Task requirements ->
Whenever a line in the entries includes the word "stream", copy that line out.

[Input records]

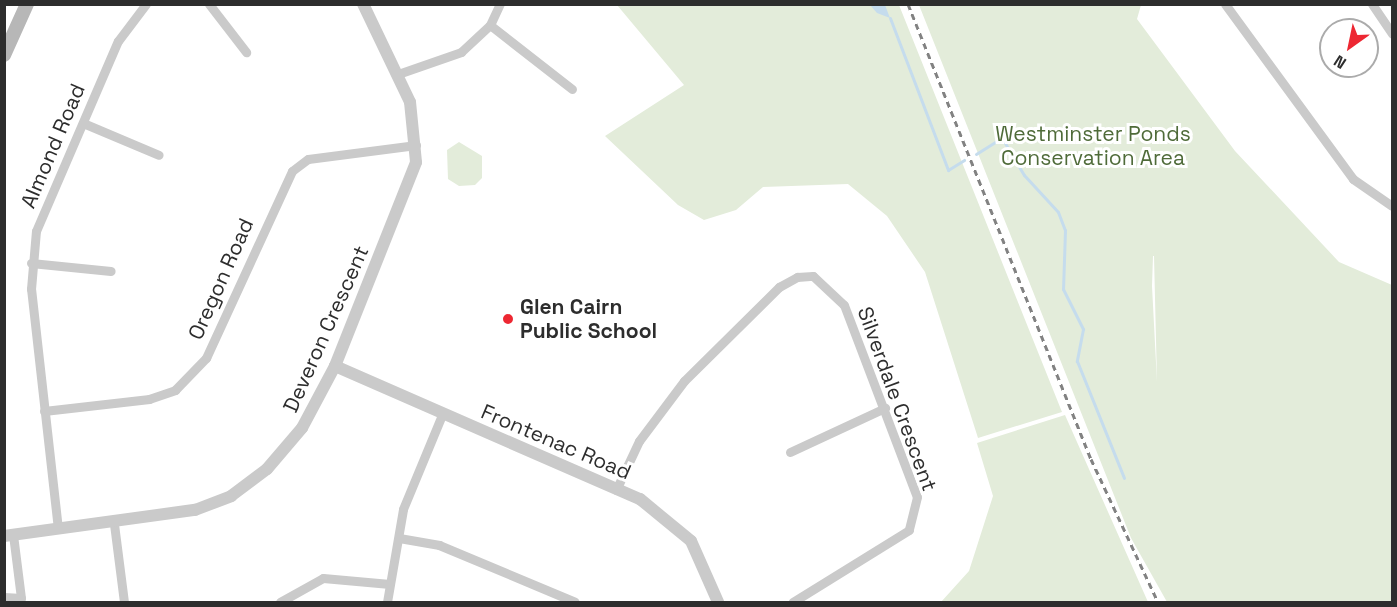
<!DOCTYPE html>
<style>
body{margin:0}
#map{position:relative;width:1397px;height:607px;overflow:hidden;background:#fff;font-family:"Space Grotesk",sans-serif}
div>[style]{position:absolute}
.green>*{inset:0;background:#e3ecda}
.water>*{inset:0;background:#c5dced}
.stream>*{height:3px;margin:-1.5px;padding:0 1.5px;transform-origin:1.5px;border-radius:1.5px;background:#c5dced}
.minor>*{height:9px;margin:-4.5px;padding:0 4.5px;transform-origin:4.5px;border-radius:4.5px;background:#cacaca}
.tertiary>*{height:12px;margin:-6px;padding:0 6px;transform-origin:6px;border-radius:6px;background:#cacaca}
.secondary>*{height:14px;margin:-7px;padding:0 7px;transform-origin:7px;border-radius:7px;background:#b7b7b7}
.rail>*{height:3px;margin-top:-1.5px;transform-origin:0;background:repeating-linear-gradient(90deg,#828282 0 6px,transparent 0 10.5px)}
.dots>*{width:16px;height:16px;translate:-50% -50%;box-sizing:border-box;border:3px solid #fff;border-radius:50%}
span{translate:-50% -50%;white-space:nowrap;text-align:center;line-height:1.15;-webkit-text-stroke:6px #fff;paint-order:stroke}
.park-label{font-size:21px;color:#4f6b39}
.street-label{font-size:21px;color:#2d2d2d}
.poi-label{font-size:21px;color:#2d2d2d;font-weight:700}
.left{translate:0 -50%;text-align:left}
.frame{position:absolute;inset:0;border:6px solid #2d2d2d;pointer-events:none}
.north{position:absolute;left:1319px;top:18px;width:60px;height:60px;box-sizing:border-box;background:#fff;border:2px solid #ababab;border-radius:50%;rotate:213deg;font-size:16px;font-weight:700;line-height:24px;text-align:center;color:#2d2d2d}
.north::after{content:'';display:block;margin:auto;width:21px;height:27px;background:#ed2732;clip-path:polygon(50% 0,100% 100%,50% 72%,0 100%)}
</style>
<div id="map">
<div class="green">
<i style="clip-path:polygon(617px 5px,899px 5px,1062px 412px,978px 438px,925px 272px,887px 216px,848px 184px,763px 187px,736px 210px,704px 220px,678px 205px,605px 136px,684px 85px)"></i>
<i style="clip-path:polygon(evenodd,919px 5px,1141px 5px,1137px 19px,1235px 151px,1339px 262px,1392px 285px,1392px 602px,1167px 602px,1131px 538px,919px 5px,1153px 256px,1154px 256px,1157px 382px,1152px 286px,1153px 256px)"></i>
<i style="clip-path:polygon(459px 142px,482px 156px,482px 178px,475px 185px,459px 186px,448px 179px,447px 150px)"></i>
<i style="clip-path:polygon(1065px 415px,1148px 602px,941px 602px,969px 571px,993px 496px,977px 443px)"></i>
</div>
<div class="water">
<i style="clip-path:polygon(870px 5px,885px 5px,890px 18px,877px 13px)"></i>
</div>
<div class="stream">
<i style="left:890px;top:18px;width:163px;rotate:69.1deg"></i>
<i style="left:948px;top:170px;width:19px;rotate:-32deg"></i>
<i style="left:976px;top:154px;width:31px;rotate:-32deg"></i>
<i style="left:1002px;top:138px;width:43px;rotate:59.3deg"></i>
<i style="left:1024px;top:175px;width:50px;rotate:47.4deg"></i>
<i style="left:1058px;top:212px;width:19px;rotate:69deg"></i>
<i style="left:1065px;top:230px;width:59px;rotate:91.9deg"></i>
<i style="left:1063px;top:289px;width:45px;rotate:63.4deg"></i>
<i style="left:1083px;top:329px;width:33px;rotate:101deg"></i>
<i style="left:1077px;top:361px;width:126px;rotate:68.1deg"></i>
</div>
<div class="minor">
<i style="left:209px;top:4px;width:61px;rotate:52.4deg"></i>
<i style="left:1225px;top:4px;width:217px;rotate:53.8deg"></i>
<i style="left:1353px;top:179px;width:47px;rotate:34.7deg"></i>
<i style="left:1372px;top:4px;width:36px;rotate:56deg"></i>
<i style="left:490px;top:25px;width:104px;rotate:38deg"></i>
<i style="left:398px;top:74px;width:67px;rotate:-19.2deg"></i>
<i style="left:461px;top:52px;width:40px;rotate:-43deg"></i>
<i style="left:490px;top:25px;width:23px;rotate:-65deg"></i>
<i style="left:83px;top:123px;width:82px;rotate:22.8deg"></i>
<i style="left:31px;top:263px;width:80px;rotate:5.7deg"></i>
<i style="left:44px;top:411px;width:106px;rotate:-6.5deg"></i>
<i style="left:149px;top:399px;width:28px;rotate:-19deg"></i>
<i style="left:175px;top:390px;width:45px;rotate:-45.9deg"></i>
<i style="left:206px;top:358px;width:206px;rotate:-65.3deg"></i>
<i style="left:292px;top:171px;width:20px;rotate:-37deg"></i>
<i style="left:308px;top:159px;width:109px;rotate:-7.4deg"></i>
<i style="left:790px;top:452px;width:105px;rotate:-24.9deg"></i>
<i style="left:616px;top:490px;width:54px;rotate:-64.9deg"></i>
<i style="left:639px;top:441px;width:75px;rotate:-53.1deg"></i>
<i style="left:684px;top:381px;width:134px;rotate:-44.7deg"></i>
<i style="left:779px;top:287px;width:21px;rotate:-29deg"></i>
<i style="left:797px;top:277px;width:16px;rotate:-4deg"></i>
<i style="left:813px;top:276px;width:42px;rotate:43.1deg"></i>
<i style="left:844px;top:305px;width:205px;rotate:69.2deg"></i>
<i style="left:917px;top:497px;width:34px;rotate:104deg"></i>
<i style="left:909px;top:530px;width:137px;rotate:148.2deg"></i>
<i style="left:114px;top:524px;width:79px;rotate:82.7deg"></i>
<i style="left:58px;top:529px;width:242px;rotate:-96.4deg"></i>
<i style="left:31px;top:289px;width:58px;rotate:-85.1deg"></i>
<i style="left:36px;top:231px;width:207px;rotate:-66.7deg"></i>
<i style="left:118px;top:41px;width:46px;rotate:-52.9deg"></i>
<i style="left:399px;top:538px;width:41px;rotate:9.9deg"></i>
<i style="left:439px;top:545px;width:147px;rotate:22.7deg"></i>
<i style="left:4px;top:597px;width:17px;rotate:3deg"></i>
<i style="left:21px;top:598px;width:64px;rotate:-97.2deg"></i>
<i style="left:280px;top:602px;width:49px;rotate:-29.2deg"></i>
<i style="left:323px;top:578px;width:67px;rotate:5.1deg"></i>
<i style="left:387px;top:602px;width:94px;rotate:-80.2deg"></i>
<i style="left:403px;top:509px;width:102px;rotate:-67.5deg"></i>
</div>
<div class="tertiary">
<i style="left:335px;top:366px;width:333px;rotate:23.6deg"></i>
<i style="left:640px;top:499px;width:66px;rotate:39.5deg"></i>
<i style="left:691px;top:541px;width:67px;rotate:66.1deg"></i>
<i style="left:4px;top:536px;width:193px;rotate:-7.8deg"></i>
<i style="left:195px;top:510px;width:39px;rotate:-21deg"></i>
<i style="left:231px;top:496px;width:45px;rotate:-36.9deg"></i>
<i style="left:267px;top:469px;width:54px;rotate:-49.5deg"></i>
<i style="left:302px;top:428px;width:70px;rotate:-62deg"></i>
<i style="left:335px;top:366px;width:219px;rotate:-68.3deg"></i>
<i style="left:416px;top:162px;width:60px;rotate:-95.7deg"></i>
<i style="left:410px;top:102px;width:109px;rotate:-115.6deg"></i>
</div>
<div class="secondary">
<i style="left:4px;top:55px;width:56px;rotate:-65.7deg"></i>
</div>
<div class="rail">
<i style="left:908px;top:4px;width:490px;rotate:68.1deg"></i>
<i style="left:1091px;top:459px;width:158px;rotate:64.9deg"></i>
</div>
<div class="dots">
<i style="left:508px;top:319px;background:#ed2732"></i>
</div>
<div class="park-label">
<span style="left:1093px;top:146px">Westminster Ponds<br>Conservation Area</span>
</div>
<div class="street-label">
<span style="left:53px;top:146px;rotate:-67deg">Almond Road</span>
<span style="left:221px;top:279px;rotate:-66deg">Oregon Road</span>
<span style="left:326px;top:329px;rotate:-66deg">Deveron Crescent</span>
<span style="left:897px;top:399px;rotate:70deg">Silverdale Crescent</span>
<span style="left:556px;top:442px;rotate:23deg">Frontenac Road</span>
</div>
<div class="poi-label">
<span class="left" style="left:520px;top:319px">Glen Cairn<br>Public School</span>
</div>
<div class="frame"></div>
<div class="north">N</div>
</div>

[/Input records]

Task response ->
.stream>*{height:3px;margin:-1.5px;padding:0 1.5px;transform-origin:1.5px;border-radius:1.5px;background:#c5dced}
<div class="stream">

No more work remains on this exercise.